Appellant Las Vegas Metropolitan Police Department (LVMPD) was named as a defendant in a federal district court action alleging civil rights violations. LVMPD had an insurance policy with respondent Coregis Insurance Company to protect against liability for police officer actions when the damages exceeded a certain amount. Coregis denied LVMPD coverage for the civil rights claims because LVMPD did not notify Coregis of LVMPD’s potential liability until ten years after the incident that led to the civil rights lawsuit. LVMPD settled the civil rights action, incurring fees and costs in defending the case. LVMPD then filed a declaratory-judgment action seeking a judicial
Viewing the evidence in a light most favorable to LVMPD, we conclude that there were genuine issues of material fact regarding the timeliness of LVMPD’s notice, such that summary judgment was not appropriate here. With regard to the issues concerning denial of coverage based on failure to comply with notice requirements, after considering the parties’ arguments and persuasive caselaw, we conclude that when an insurer denies coverage of a claim because the insured party failed to provide timely notice of the claim, the insurer must demonstrate that notice was late and that it was prejudiced by the late notice in order to assert a late-notice defense to coverage. Accordingly, we reverse the summary judgment and remand this case for proceedings consistent with this opinion.

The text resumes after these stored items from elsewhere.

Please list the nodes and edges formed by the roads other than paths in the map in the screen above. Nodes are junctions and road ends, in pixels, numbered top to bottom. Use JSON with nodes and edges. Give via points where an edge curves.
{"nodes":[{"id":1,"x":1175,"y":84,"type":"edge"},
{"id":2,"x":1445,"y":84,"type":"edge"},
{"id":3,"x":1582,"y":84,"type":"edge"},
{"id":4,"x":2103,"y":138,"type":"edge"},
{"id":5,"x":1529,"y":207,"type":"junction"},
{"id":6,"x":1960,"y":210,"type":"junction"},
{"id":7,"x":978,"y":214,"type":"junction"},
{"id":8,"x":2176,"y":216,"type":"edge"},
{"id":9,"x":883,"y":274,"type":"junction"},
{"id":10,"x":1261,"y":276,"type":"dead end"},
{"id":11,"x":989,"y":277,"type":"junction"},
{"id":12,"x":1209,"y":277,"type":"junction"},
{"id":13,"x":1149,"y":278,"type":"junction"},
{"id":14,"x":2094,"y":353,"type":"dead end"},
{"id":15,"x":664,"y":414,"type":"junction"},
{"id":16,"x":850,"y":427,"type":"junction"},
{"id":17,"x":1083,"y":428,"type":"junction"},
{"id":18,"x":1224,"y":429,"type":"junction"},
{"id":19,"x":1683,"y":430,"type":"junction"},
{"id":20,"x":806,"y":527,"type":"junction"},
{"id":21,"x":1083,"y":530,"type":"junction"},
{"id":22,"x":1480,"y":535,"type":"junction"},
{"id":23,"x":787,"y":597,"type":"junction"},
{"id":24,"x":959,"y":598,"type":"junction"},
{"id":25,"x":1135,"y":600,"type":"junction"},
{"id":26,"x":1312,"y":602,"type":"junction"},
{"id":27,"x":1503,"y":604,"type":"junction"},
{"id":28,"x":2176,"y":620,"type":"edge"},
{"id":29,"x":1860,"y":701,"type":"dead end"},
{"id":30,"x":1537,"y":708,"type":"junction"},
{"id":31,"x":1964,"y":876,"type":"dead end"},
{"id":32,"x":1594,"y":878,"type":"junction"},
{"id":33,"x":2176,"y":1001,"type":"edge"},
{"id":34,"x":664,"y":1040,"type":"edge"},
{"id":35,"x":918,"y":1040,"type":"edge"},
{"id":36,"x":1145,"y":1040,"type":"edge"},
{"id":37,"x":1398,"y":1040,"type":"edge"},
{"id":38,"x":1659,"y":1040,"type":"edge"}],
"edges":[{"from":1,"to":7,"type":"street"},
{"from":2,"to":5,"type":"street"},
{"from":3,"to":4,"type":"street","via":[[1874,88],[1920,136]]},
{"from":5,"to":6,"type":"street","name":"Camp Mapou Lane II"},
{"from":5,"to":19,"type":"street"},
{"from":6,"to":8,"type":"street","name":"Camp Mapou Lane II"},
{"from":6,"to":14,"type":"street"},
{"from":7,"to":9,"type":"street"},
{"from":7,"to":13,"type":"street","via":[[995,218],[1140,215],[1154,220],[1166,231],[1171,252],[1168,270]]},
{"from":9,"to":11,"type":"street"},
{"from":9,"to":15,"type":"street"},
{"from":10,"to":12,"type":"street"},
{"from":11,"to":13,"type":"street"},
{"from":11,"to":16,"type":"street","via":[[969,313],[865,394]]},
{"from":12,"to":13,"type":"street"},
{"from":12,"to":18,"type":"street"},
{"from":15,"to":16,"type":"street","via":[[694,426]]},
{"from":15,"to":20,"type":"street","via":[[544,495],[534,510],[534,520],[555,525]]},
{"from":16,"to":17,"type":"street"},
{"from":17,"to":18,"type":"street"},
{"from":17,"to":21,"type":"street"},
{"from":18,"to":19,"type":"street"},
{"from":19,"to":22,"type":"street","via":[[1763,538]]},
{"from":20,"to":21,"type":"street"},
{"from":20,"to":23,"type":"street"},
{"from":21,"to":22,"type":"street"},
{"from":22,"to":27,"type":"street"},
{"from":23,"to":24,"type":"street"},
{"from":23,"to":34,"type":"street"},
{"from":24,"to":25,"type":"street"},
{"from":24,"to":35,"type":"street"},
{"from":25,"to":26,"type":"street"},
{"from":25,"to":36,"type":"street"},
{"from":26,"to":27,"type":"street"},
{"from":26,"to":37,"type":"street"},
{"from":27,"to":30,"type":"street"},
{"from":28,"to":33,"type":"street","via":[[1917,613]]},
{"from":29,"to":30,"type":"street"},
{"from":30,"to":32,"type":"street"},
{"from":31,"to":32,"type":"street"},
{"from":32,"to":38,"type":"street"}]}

FACTS AND PROCEDURAL HISTORY
The civil rights action against LVMPD was filed by the Estate of Erin DeLew on grounds that LVMPD acted to cover up evidence in the Estate’s 1994 wrongful death action against an LVMPD officer’s wife, Janet Wagner. According to the wrongful death action, on September 27, 1994, DeLew was riding her bicycle when Wagner struck DeLew with her automobile, causing injuries to DeLew that ultimately led to her death.
In 1996, the DeLew Estate filed a separate civil rights cause of action, under 42 U.S.C. § 1983, against LVMPD and the Nevada Highway Patrol (NHP), arguing that the two organizations conspired and covered up the true cause of the accident, which affected the Estate’s ability to prosecute its wrongful death action against Wagner. NHP removed the civil rights case to the United States District Court and that court dismissed the action. The Ninth Circuit Court of Appeals reversed the dismissal, concluding that the Estate had a possible claim under 42 U.S.C. § 1983, but that the claim was premature because the wrongful death cause of action had not been resolved. After the Estate settled the wrongful death claim with Wagner, it filed a second civil rights action against LVMPD and NHP on January 28, 2000, which was essentially identical to the 1996 lawsuit. In 2002, the U.S. District Court granted LVMPD and NHP summary judgment, but three years later, on November 15, 2005, it vacated LVMPD’s summary judgment as a discovery sanction. LVMPD had failed to provide the majority of the documents that the DeLew Estate had requested by the discovery deadline and had failed to comply with the discovery sanction order requiring it to provide those documents.
In 1994, when the Estate filed its wrongful death action against Wagner, LVMPD was self-insured up to $1 million dollars in damages for liability related to police officer actions. Thus, it had no primary insurer and would cover each occurrence up to $1 million dollars itself. Through Coregis, LVMPD was insured for up to $10 million dollars if police officer actions resulting in personal injuries, including violations of civil rights, exceeded LVMPD’s $1 million self-insured retention amount.
1
The insurance policy contained four different sections: (1) a general liability section, (2) an automobile liability section, (3) a public entity errors and omissions section, and (4) a law enforcement liability section. Three of the sections contained the same notice requirement, which mandated that LVMPD notify Coregis of a claim when a claimant’s demand totaled 50 percent or more of the self-insured retention amount. The fourth section, the law enforcement liability section, required LVMPD to provide Coregis notice of an occurrence that may result in a claim as soon as practicable and to immediately
provide Coregis copies of any demands or other legal documents. The law enforcement liability section covers liability for bodily injury or property damage
In August 2006, the DeLew Estate made its first settlement demand against LVMPD in the civil rights action, seeking $4.5 million. LVMPD notified Coregis of the DeLew Estate’s civil rights lawsuit on November 6, 2006. Coregis sent LVMPD a letter acknowledging notice of the DeLew Estate lawsuit, reserving all rights concerning any coverage issues, and denying coverage because LVMPD failed to provide timely notice of the DeLew Estate lawsuit. Despite the denial of coverage, LVMPD requested Coregis to reconsider and attend the settlement conferences between LVMPD and the DeLew Estate, but Coregis declined to participate in the settlement process. LVMPD settled with the DeLew Estate in March 2007 for $1,475 million. LVMPD allegedly incurred $803,136.58 in fees and costs in defending the lawsuit.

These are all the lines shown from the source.